For the entries below, the result should be an exact transcription of the lines from the one with "auto F=[&](const char*" up to and including the one with "auto R=[&](float x, float", and only those.

START Available data

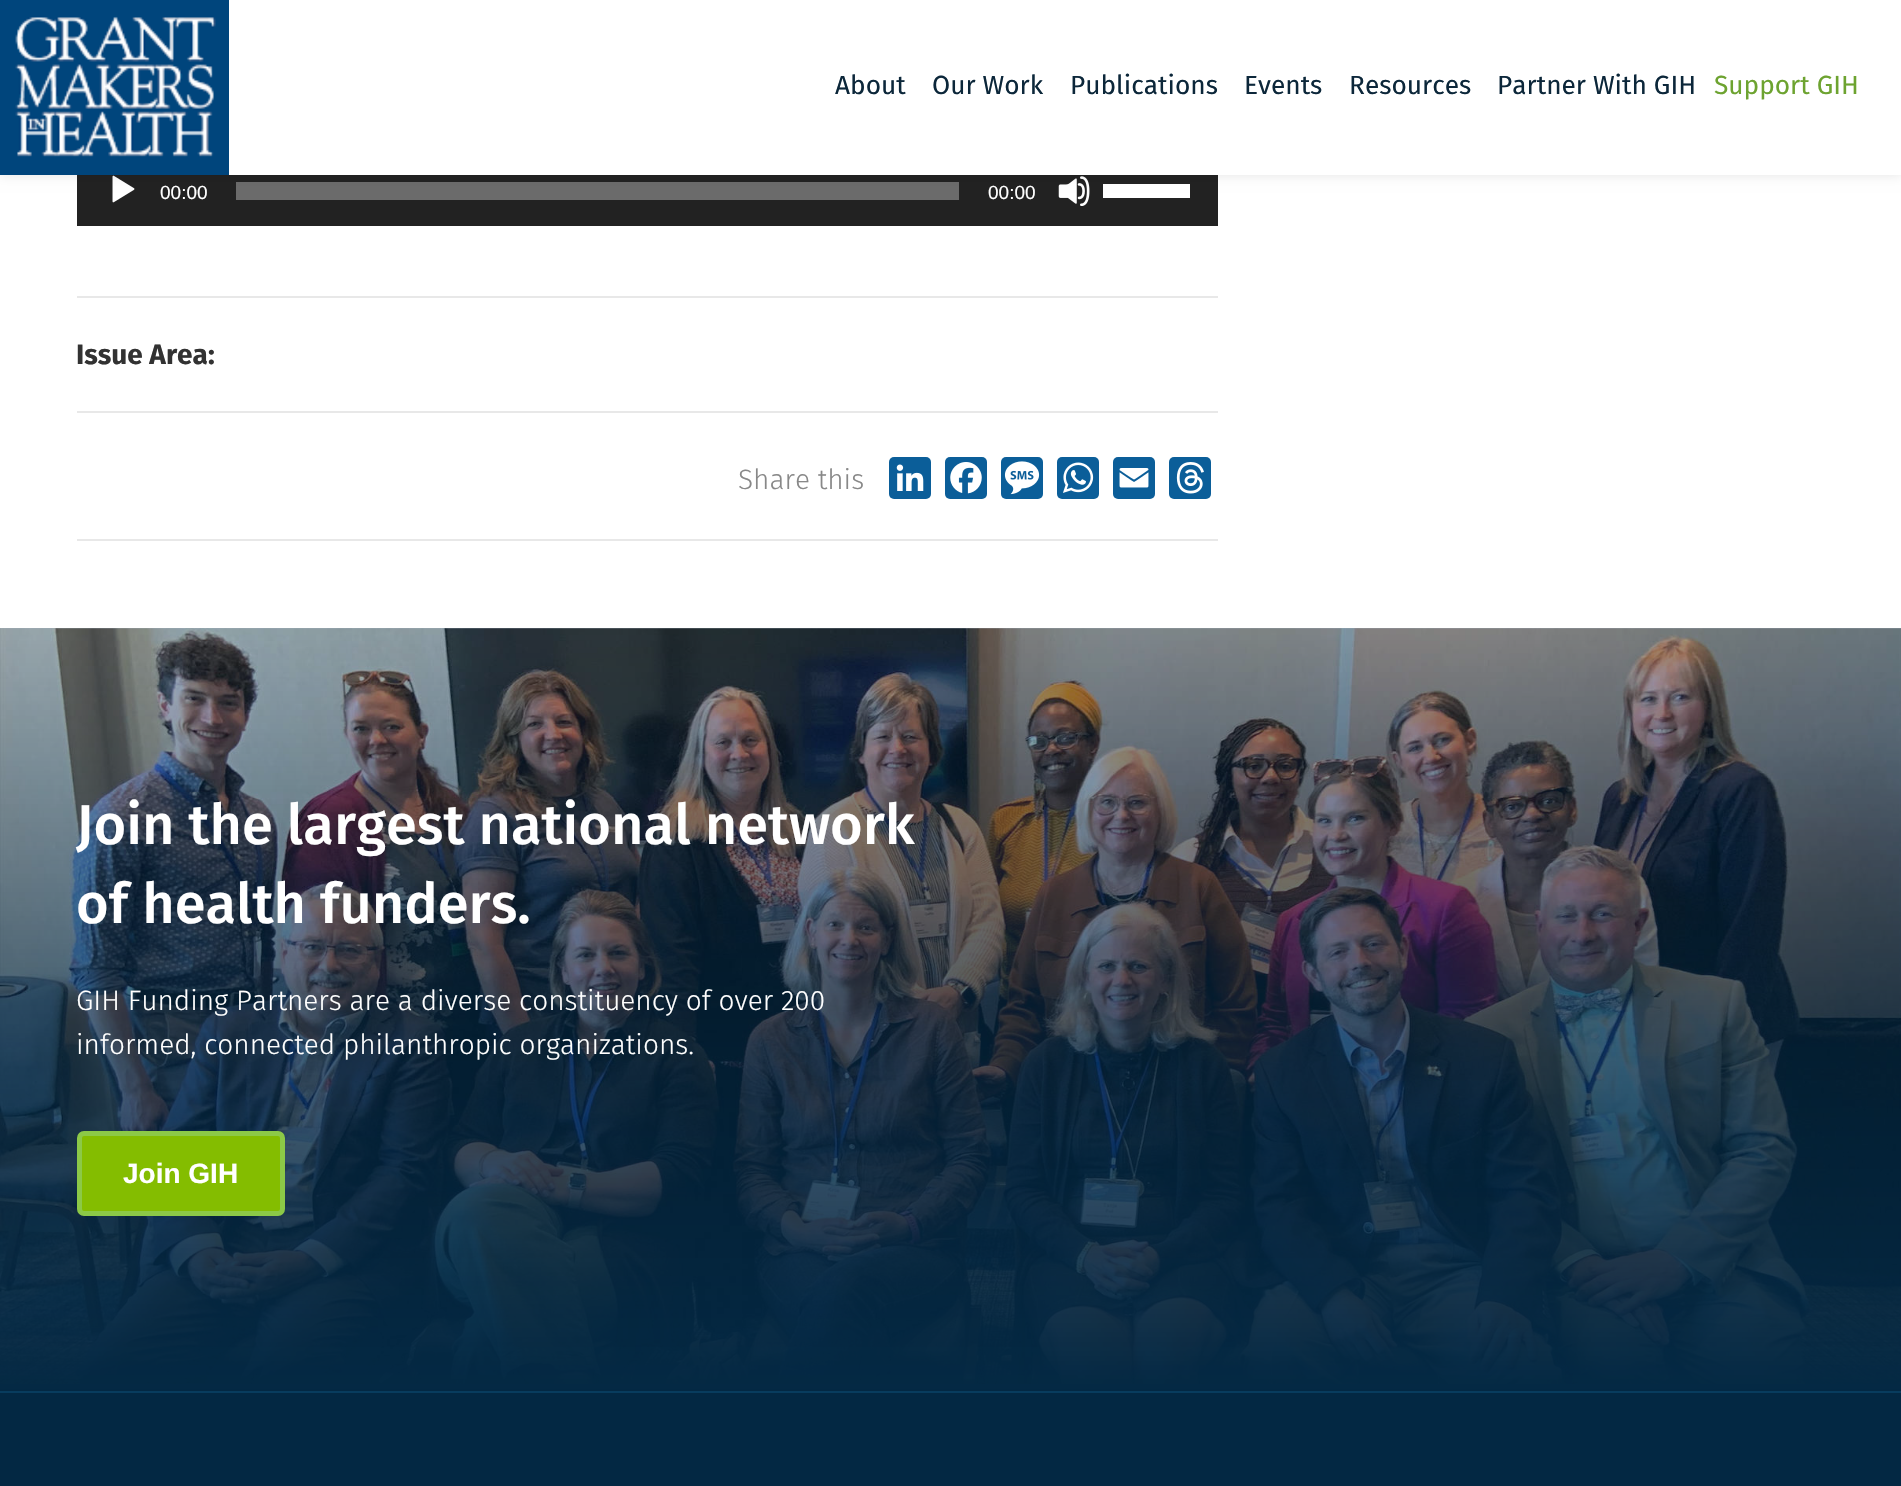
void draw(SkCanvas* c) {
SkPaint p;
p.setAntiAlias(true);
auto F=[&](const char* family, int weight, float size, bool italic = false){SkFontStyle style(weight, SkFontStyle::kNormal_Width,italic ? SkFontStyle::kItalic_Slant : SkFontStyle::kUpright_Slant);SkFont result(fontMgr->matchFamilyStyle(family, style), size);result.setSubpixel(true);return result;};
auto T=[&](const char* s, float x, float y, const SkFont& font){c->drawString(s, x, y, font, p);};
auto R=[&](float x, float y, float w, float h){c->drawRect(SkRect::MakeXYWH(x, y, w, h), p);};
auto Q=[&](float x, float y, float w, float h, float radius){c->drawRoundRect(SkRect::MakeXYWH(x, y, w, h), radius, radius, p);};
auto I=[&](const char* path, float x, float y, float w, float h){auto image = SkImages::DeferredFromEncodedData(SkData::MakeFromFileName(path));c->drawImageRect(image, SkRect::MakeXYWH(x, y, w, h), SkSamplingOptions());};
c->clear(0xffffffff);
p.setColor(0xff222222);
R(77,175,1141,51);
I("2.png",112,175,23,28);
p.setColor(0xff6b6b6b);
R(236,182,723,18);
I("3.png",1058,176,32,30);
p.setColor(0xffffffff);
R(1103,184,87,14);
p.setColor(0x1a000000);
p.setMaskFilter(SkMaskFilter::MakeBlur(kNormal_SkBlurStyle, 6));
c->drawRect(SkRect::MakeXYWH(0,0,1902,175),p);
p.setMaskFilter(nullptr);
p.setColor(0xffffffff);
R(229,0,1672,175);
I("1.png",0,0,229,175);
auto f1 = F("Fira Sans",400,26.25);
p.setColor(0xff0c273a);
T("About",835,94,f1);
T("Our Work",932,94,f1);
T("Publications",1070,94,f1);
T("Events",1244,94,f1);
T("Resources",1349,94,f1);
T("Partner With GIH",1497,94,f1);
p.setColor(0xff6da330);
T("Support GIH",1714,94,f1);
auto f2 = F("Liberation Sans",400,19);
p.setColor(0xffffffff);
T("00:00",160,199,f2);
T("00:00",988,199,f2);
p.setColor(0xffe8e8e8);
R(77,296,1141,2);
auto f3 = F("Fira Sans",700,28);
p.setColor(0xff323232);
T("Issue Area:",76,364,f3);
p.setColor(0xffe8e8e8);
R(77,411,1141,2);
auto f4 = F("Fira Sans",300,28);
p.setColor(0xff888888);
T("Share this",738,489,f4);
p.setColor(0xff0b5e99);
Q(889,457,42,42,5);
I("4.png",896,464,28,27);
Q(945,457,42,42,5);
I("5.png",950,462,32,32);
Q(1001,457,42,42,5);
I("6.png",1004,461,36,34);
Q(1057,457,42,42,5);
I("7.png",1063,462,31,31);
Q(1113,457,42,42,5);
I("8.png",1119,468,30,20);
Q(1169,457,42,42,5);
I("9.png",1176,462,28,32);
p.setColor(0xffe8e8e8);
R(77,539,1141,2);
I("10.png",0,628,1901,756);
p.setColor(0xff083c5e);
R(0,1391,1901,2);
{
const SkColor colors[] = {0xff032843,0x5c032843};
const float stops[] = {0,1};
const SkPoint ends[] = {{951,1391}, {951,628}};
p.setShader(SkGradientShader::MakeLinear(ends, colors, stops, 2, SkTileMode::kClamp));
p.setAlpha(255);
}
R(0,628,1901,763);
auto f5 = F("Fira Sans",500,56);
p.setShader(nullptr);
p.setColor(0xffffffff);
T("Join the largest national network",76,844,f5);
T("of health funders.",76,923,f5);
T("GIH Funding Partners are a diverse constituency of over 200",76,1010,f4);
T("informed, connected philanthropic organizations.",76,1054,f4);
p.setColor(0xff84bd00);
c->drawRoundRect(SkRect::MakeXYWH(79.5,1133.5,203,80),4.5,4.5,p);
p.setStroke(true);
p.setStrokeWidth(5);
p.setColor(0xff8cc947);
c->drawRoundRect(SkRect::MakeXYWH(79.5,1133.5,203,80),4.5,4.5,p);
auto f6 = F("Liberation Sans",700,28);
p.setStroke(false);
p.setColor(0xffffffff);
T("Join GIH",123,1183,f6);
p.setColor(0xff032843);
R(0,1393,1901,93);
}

END Available data

## Completed task:
auto F=[&](const char* family, int weight, float size, bool italic = false){SkFontStyle style(weight, SkFontStyle::kNormal_Width,italic ? SkFontStyle::kItalic_Slant : SkFontStyle::kUpright_Slant);SkFont result(fontMgr->matchFamilyStyle(family, style), size);result.setSubpixel(true);return result;};
auto T=[&](const char* s, float x, float y, const SkFont& font){c->drawString(s, x, y, font, p);};
auto R=[&](float x, float y, float w, float h){c->drawRect(SkRect::MakeXYWH(x, y, w, h), p);};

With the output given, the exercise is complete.